Zuerst werden „Pflegemodule/Pflegezeiten“ erwähnt, für die der Mindestlohn anzuwenden gewesen sein soll innerhalb der Rudu-Berechnung. Dies in Abgrenzung vor allem auch zur „hauswirtschaftlichen Tätigkeit“. Dies hat einen erkennbaren Bezug zu den bei Pflegebedürftigkeit anfallenden gewöhnlichen und regelmäßig wiederkehrenden Verrichtungen im Sinne von § 14 Abs. 4 Nr. 1 bis 3 SGB XI (grundpflegerische Tätigkeiten) in Abgrenzung zu den bei Pflegebedürftigkeit ebenfalls anfallenden Verrichtungen der hauswirtschaftlichen Versorgung im Sinne von § 14 Abs. 4 Nr. 4 SGB XI. Hierbei kann sogar eine Verbindung zum persönlichen Geltungsbereich des § 1 Abs. 3 PflegeArbbV gezogen werden. Auch nach dieser Regelung sind von der Verordnung nur solche Arbeitnehmer erfasst, die überwiegend pflegerische Tätigkeiten in der Grundpflege nach § 14 Abs. 4 Nr. 1 bis 3 PflegeArbbV erbringen. Als „Pflegemodule/Pflegezeiten“ sollen somit Verrichtungen der Grundpflege im Sinne von § 14 Abs. 4 Nr. 1 bis 3 SGB XI geschuldet sein. Nur diese Zeiten hat die Beklagte (möglicherweise in einer Pauschalberechnung) unter Berücksichtigung des Mindestentgelts in die Berechnung des Vertragsentgelts eingestellt.

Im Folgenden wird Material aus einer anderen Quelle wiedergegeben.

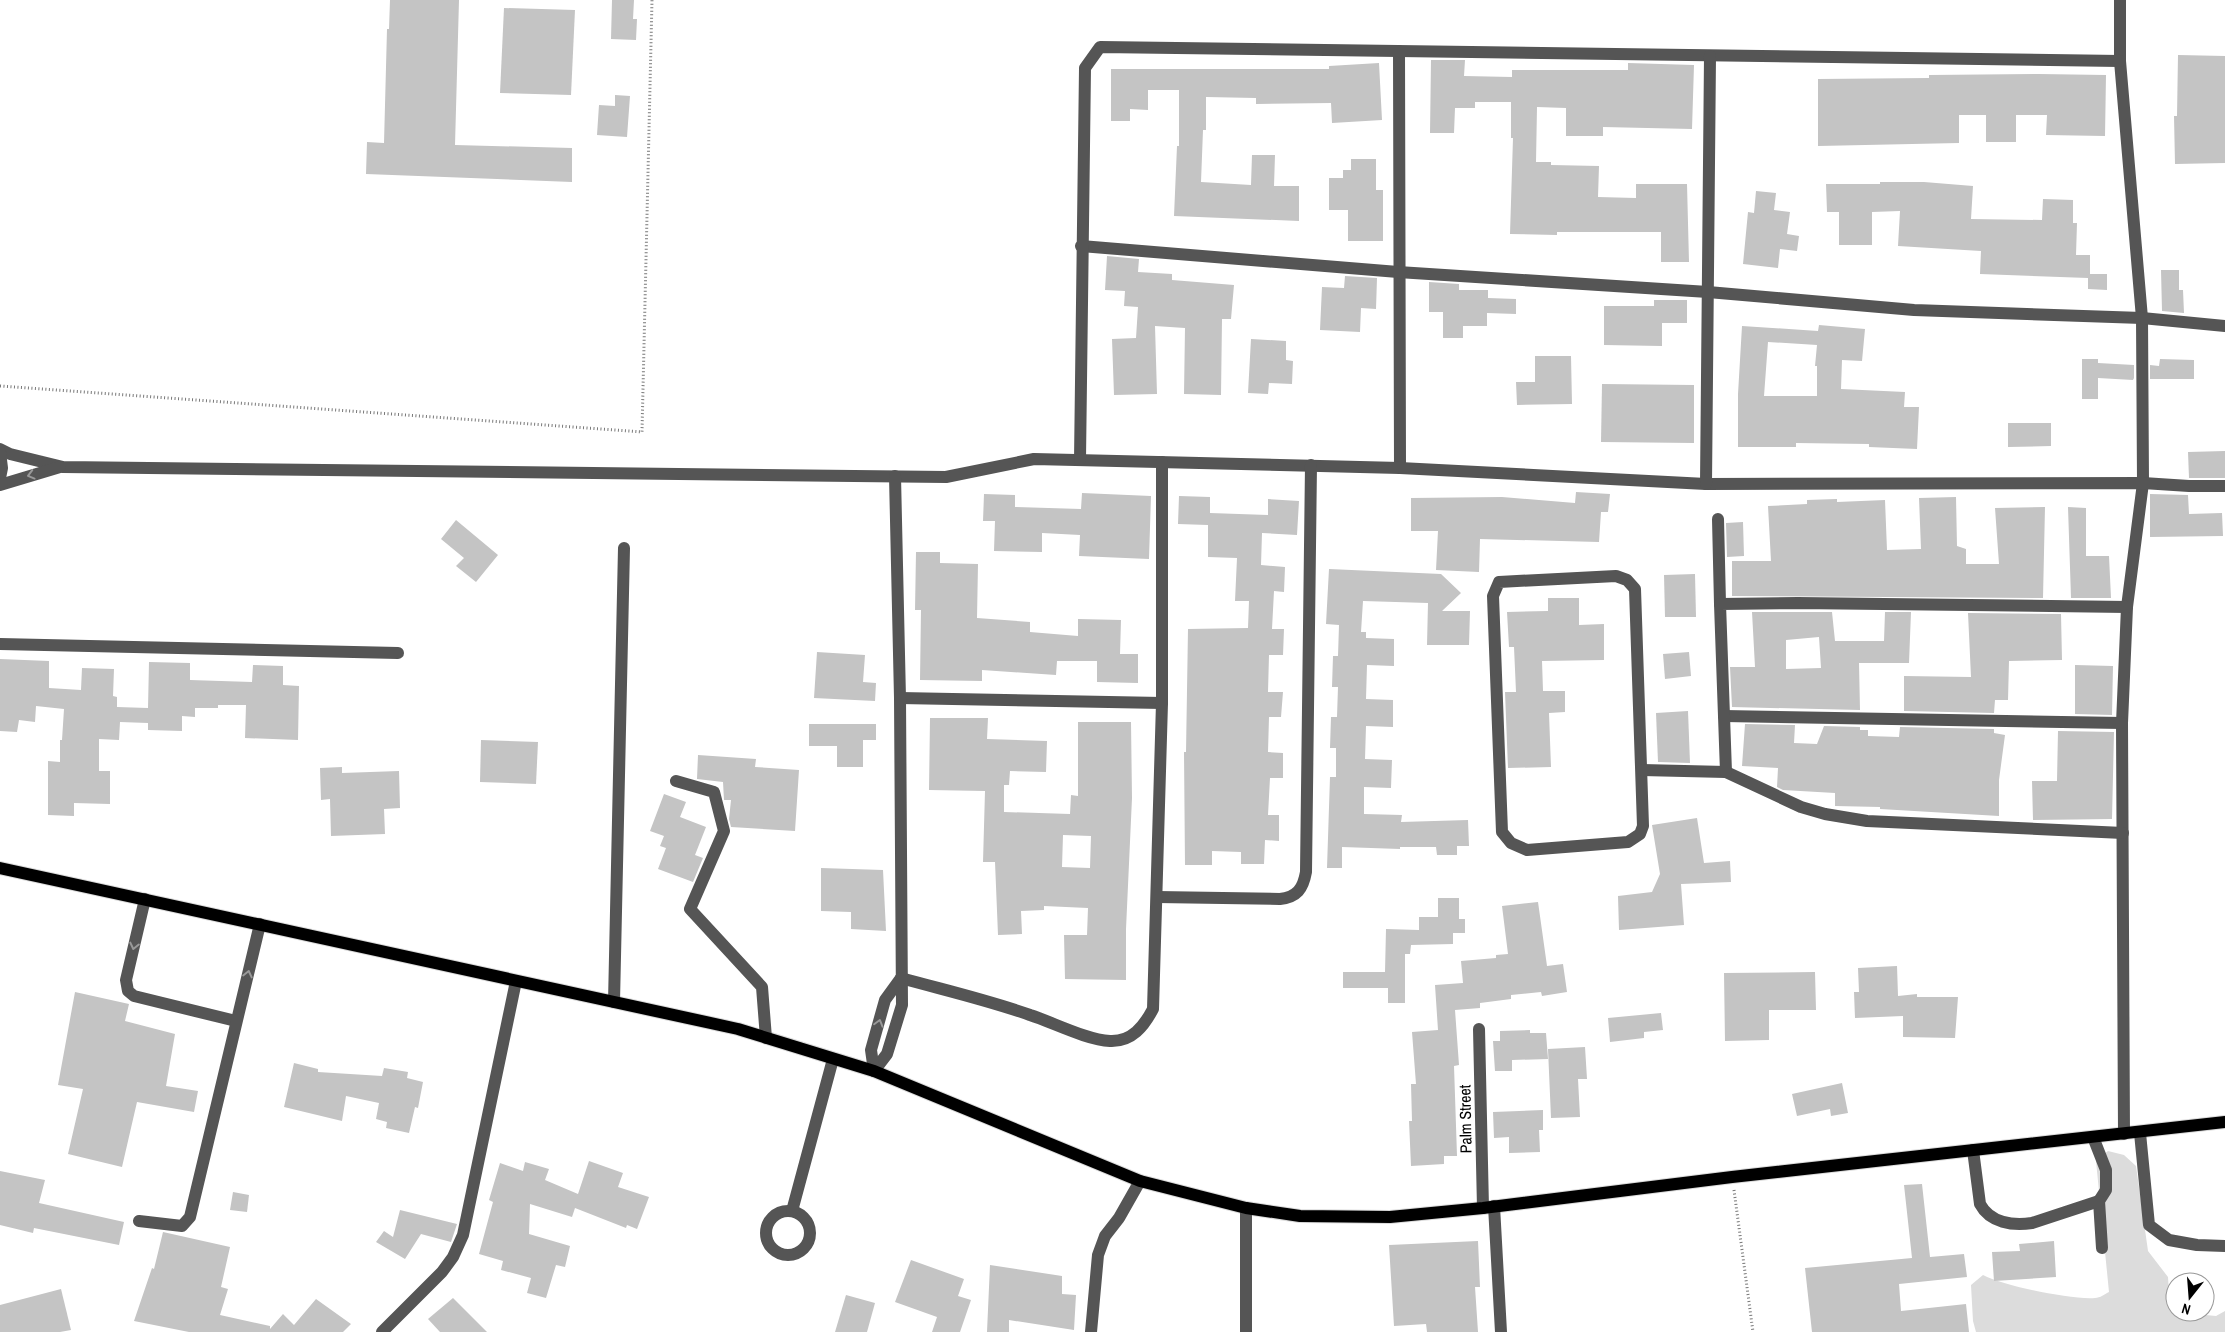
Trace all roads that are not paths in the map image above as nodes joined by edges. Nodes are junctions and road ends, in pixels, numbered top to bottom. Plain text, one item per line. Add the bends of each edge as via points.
1 (2120, 0) edge
2 (1399, 51) junction
3 (1710, 56) junction
4 (2120, 61) junction
5 (1081, 246) junction
6 (1398, 272) junction
7 (1708, 292) junction
8 (2142, 318) junction
9 (2225, 326) edge
10 (0, 451) edge
11 (1080, 460) junction
12 (1162, 462) junction
13 (1311, 465) junction
14 (63, 467) junction
15 (1400, 468) junction
16 (895, 476) junction
17 (0, 478) edge
18 (2143, 483) junction
19 (0, 484) edge
20 (1706, 484) junction
21 (2225, 486) edge
22 (1718, 519) dead end
23 (624, 548) dead end
24 (1720, 604) junction
25 (2127, 607) junction
26 (0, 644) edge
27 (398, 653) dead end
28 (900, 698) junction
29 (1162, 704) junction
30 (1724, 716) junction
31 (2122, 723) junction
32 (1642, 770) junction
33 (1726, 772) junction
34 (676, 781) dead end
35 (2123, 833) junction
36 (0, 868) edge
37 (1157, 897) junction
38 (145, 899) junction
39 (260, 924) junction
40 (901, 978) junction
41 (516, 981) junction
42 (614, 1002) junction
43 (236, 1021) junction
44 (1478, 1029) dead end
45 (766, 1038) junction
46 (833, 1058) junction
47 (874, 1071) junction
48 (2225, 1122) edge
49 (2140, 1133) junction
50 (2124, 1134) junction
51 (2094, 1137) junction
52 (1973, 1150) junction
53 (1140, 1182) junction
54 (2099, 1201) junction
55 (1489, 1207) junction
56 (1246, 1208) junction
57 (792, 1210) dead end
58 (139, 1221) dead end
59 (2225, 1246) edge
60 (2102, 1248) dead end
61 (382, 1332) edge
62 (1092, 1332) edge
63 (1246, 1332) edge
64 (1501, 1332) edge

1 - 4 street
2 - 3 street
2 - 5 street via 1100,47 1085,68
2 - 6 street
3 - 4 street
3 - 7 street
4 - 8 street
5 - 6 street
5 - 11 street
6 - 7 street
6 - 15 street
7 - 8 street via 1914,310
7 - 20 street
8 - 9 street
8 - 18 street
10 - 14 street
10 - 17 street
11 - 12 street
11 - 16 street via 1034,459 946,477
12 - 13 street
12 - 29 street
13 - 15 street
13 - 37 street via 1304,884 1290,898 1280,899
14 - 16 street
14 -> 19 street
15 - 20 street
16 - 28 street
18 - 20 street
18 - 21 street
18 - 25 street
22 - 24 street
23 - 42 street
24 - 25 street
24 - 30 street
25 - 31 street
26 - 27 street
28 - 29 street
28 - 40 street
29 - 37 street
30 - 31 street
30 - 33 street
31 - 35 street
32 - 32 street via 1643,826 1640,834 1628,842 1526,850 1510,843 1502,832 1493,596 1499,582 1616,576 1627,580 1635,589
32 - 33 street
33 - 35 street via 1801,807 1825,814 1859,819
34 - 45 street via 714,792 724,832 690,909 762,986
35 - 50 street
36 - 38 main road
37 - 40 street via 1153,1009 1144,1026 1131,1036 1111,1041 1093,1038 1028,1014
38 - 39 main road
38 -> 43 street via 126,980 128,991 134,996
39 - 41 main road
43 -> 39 street
40 - 47 street via 902,1005 887,1054
41 - 42 main road
41 - 61 street via 464,1235 454,1257 442,1272
42 - 45 main road
43 - 58 street via 190,1217 182,1226
44 - 55 street, Palm Street
45 - 46 main road
46 - 47 main road
46 - 57 street
47 - 53 main road
48 - 49 main road
49 - 50 main road
49 - 59 street via 2149,1225 2169,1240
50 - 51 main road
51 - 52 main road
51 - 54 street via 2106,1170 2106,1190
52 - 54 street via 1980,1204 1984,1212 2006,1223 2026,1224
52 - 55 main road
53 - 56 main road
53 - 62 street via 1105,1236 1098,1255
54 - 60 street
55 - 56 main road via 1390,1217 1300,1216
55 - 64 street, Palm Street
56 - 63 street

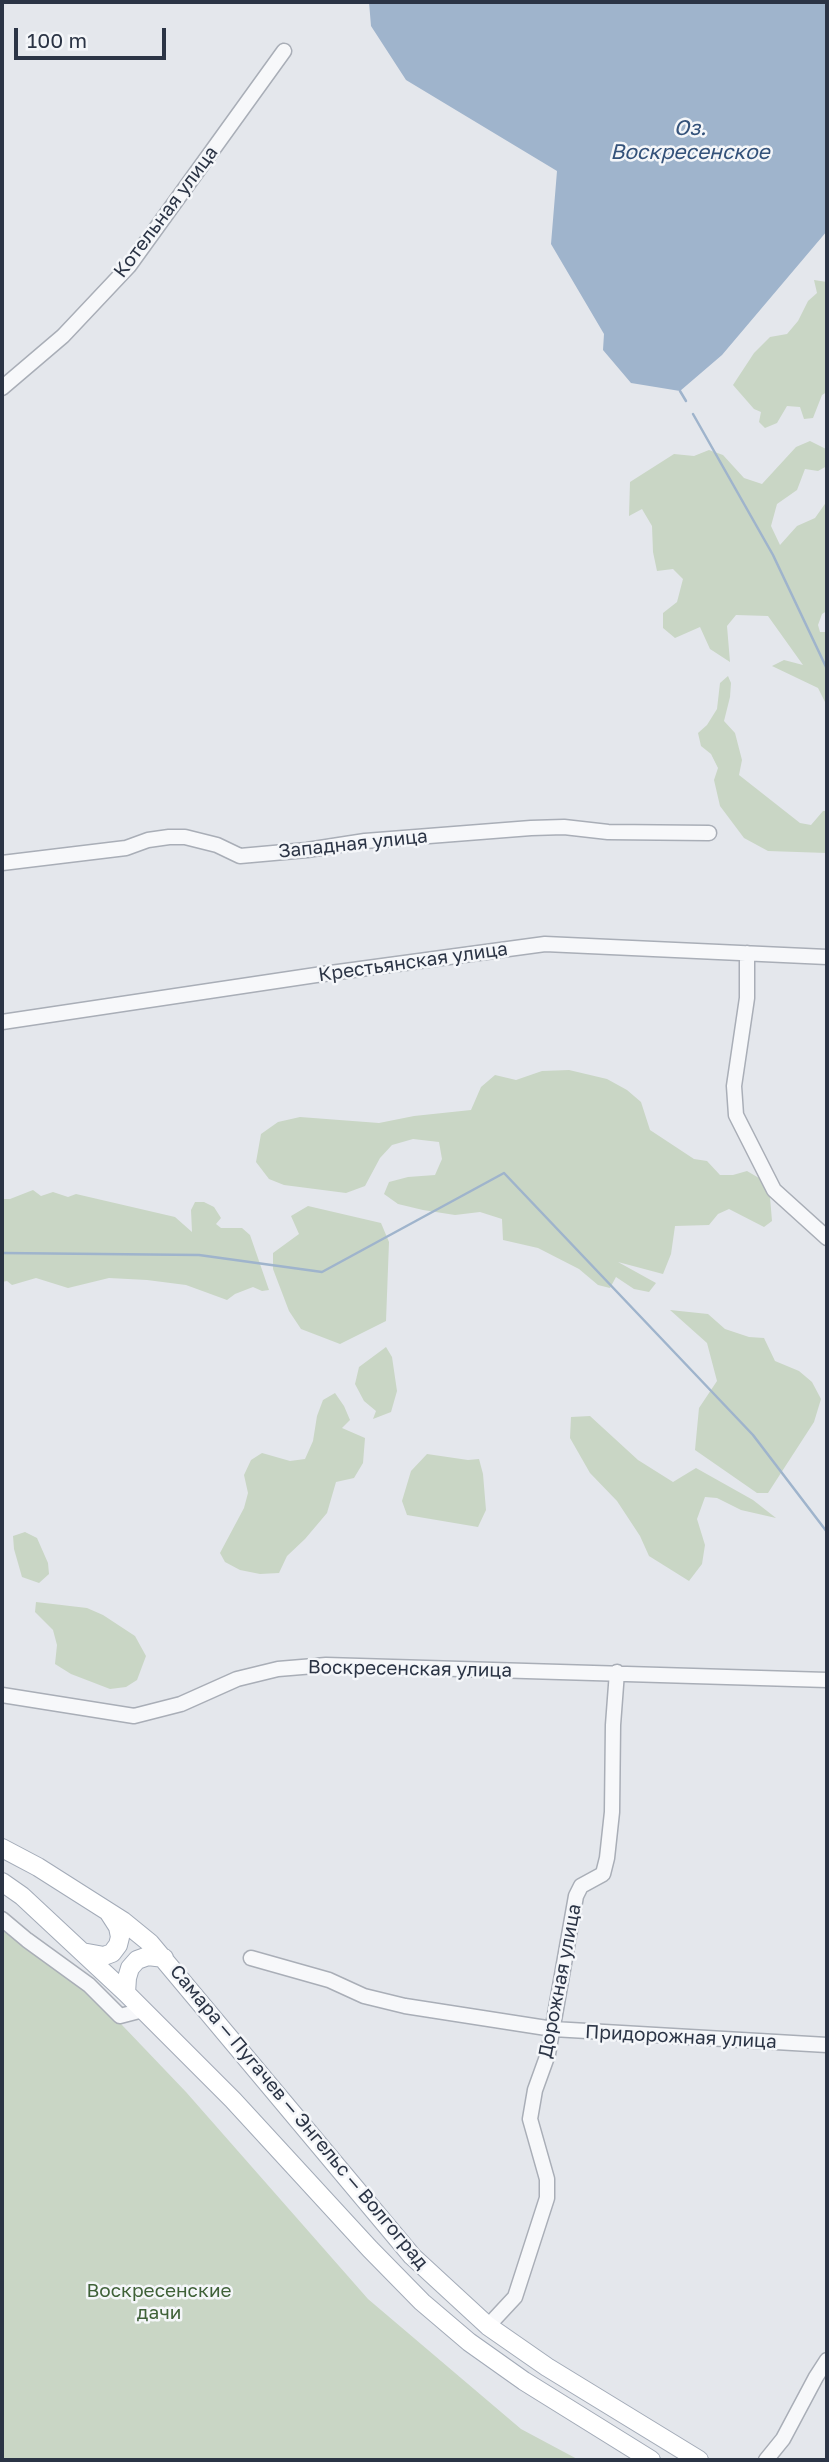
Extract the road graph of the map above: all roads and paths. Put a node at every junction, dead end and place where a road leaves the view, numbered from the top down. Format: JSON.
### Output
{"nodes":[{"id":1,"x":285,"y":51,"type":"dead end"},
{"id":2,"x":2,"y":388,"type":"edge"},
{"id":3,"x":709,"y":833,"type":"dead end"},
{"id":4,"x":2,"y":863,"type":"edge"},
{"id":5,"x":747,"y":953,"type":"junction"},
{"id":6,"x":827,"y":957,"type":"edge"},
{"id":7,"x":2,"y":1022,"type":"edge"},
{"id":8,"x":827,"y":1238,"type":"edge"},
{"id":9,"x":617,"y":1672,"type":"junction"},
{"id":10,"x":827,"y":1680,"type":"edge"},
{"id":11,"x":2,"y":1695,"type":"edge"},
{"id":12,"x":2,"y":1848,"type":"edge"},
{"id":13,"x":2,"y":1882,"type":"edge"},
{"id":14,"x":109,"y":1913,"type":"junction"},
{"id":15,"x":2,"y":1919,"type":"edge"},
{"id":16,"x":82,"y":1952,"type":"junction"},
{"id":17,"x":164,"y":1958,"type":"junction"},
{"id":18,"x":251,"y":1958,"type":"dead end"},
{"id":19,"x":126,"y":1993,"type":"junction"},
{"id":20,"x":143,"y":2010,"type":"junction"},
{"id":21,"x":553,"y":2029,"type":"junction"},
{"id":22,"x":827,"y":2045,"type":"edge"},
{"id":23,"x":488,"y":2326,"type":"junction"},
{"id":24,"x":827,"y":2361,"type":"edge"},
{"id":25,"x":783,"y":2439,"type":"junction"},
{"id":26,"x":651,"y":2460,"type":"edge"},
{"id":27,"x":699,"y":2460,"type":"edge"},
{"id":28,"x":766,"y":2460,"type":"edge"},
{"id":29,"x":777,"y":2460,"type":"edge"}],
"edges":[{"from":1,"to":2,"type":"street","name":"Котельная улица"},
{"from":3,"to":4,"type":"street","name":"Западная улица"},
{"from":5,"to":6,"type":"street","name":"Крестьянская улица"},
{"from":5,"to":7,"type":"street","name":"Крестьянская улица"},
{"from":5,"to":8,"type":"street"},
{"from":9,"to":10,"type":"street","name":"Воскресенская улица"},
{"from":9,"to":11,"type":"street","name":"Воскресенская улица"},
{"from":9,"to":21,"type":"street","name":"Дорожная улица"},
{"from":12,"to":14,"type":"main road","name":"Самара — Пугачев — Энгельс — Волгоград"},
{"from":13,"to":16,"type":"main road","name":"Самара — Пугачев — Энгельс — Волгоград"},
{"from":14,"to":16,"type":"main road"},
{"from":14,"to":17,"type":"main road","name":"Самара — Пугачев — Энгельс — Волгоград"},
{"from":15,"to":20,"type":"street"},
{"from":16,"to":19,"type":"main road","name":"Самара — Пугачев — Энгельс — Волгоград"},
{"from":17,"to":19,"type":"main road"},
{"from":17,"to":23,"type":"main road","name":"Самара — Пугачев — Энгельс — Волгоград"},
{"from":18,"to":21,"type":"street","name":"Придорожная улица"},
{"from":19,"to":20,"type":"main road","name":"Самара — Пугачев — Энгельс — Волгоград"},
{"from":20,"to":26,"type":"main road","name":"Самара — Пугачев — Энгельс — Волгоград"},
{"from":21,"to":22,"type":"street","name":"Придорожная улица"},
{"from":21,"to":23,"type":"street","name":"Дорожная улица"},
{"from":23,"to":27,"type":"main road","name":"Самара — Пугачев — Энгельс — Волгоград"},
{"from":24,"to":25,"type":"street"},
{"from":25,"to":28,"type":"street"},
{"from":25,"to":29,"type":"street"}]}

Ruhezeiten und Pausenzeiten sind ausweislich der Vertragsregelung nicht zu vergüten. Dies ist im Übrigen eine Selbstverständlichkeit.
Ob hauswirtschaftliche Tätigkeiten, Bereitschaft und Anwesenheiten geschuldet waren, ist durch Auslegung zu ermitteln. Die vertragliche Regelung weist jedenfalls erhebliche grammatikalische Unzulänglichkeiten auf. Insbesondere ist nicht eindeutig, ob das Adjektiv „gesondert“ lediglich in Bezug zur „Anwesenheit“ stehen soll oder in Bezug zu den „hauswirtschaftlichen Tätigkeiten, der Bereitschaft und der Anwesenheit“. Es sind zwei Auslegungsvarianten denkbar. Entweder der Satz sollte richtig heißen: „…, hauswirtschaftliche Tätigkeit, Bereitschaft, Anwesenheit gesondert (in Form einer gesonderten Anwesenheit) , Ruhezeiten und Pausen werden nicht gesondert vergütet.“ Dies scheint die Auslegung zu sein, der die Beklagte zuneigt. Oder aber: „…, hauswirtschaftliche Tätigkeit, Bereitschaft und Anwesenheit werden gesondert berechnet/(oder) vergütet….“ Wie bereits oben dargestellt, handelt es sich in § 3 Nr. 4 des Arbeitsvertrages um eine Vergütungsberechnungsregelung. Deshalb wurden die „Pflegemodule/Pflegezeiten“ in der Zeitform Passiv Präsens verbunden mit der Formulierung „wird berechnet“. Auch die Pausen und Ruhezeiten „werden nicht vergütet“. Selbiges gilt in diesem Zusammenhang auch für die hauswirtschaftlichen Tätigkeiten, Bereitschaftszeiten und Anwesenheitszeiten. Auch für diese sollte eine Vergütungsregelung getroffen werden. Das Adjektiv „gesondert“ steht somit in Bezug auf ein vergessenes Verb „vergütet“ oder „berechnet“. Daraus folgt, dass diese Tätigkeiten „gesondert“ zu vergüten oder zu berechnen sind und somit auch gesondert und eben nicht unter Anwendung des Mindestlohns in die Festlohnberechnung eingeflossen sind. Entgegen der Annahme der Beklagten kann nicht davon ausgegangen werden, dass selbst tatsächliche Arbeiten wie hauswirtschaftliche Tätigkeiten (in Vollarbeit) ohne Vergütung bleiben sollten. Es kann kaum unterstellt werden, dass die Parteien eine so offenkundig rechtsunwirksame Regelung haben treffen wollen, dass die Klägerin hauswirtschaftliche Tätigkeiten und Bereitschaftsdienste ohne jegliche Vergütung zu erbringen hatte. Gestützt wird diese Auslegung auch durch § 1 Abs. 2 des Arbeitsvertrags, wonach neben Pflegedienstleistungen auch „sonstige Dienstleistungen“ zu erbringen waren. Daraus ergibt sich nunmehr, dass in den Rudu-Einsatz auch hauswirtschaftliche Tätigkeiten im Sinne von § 14 Abs. 4 Nr. 4 SGB XI, Bereitschaftszeiten und (sonstige) Anwesenheitszeiten gefallen sind und geschuldet waren.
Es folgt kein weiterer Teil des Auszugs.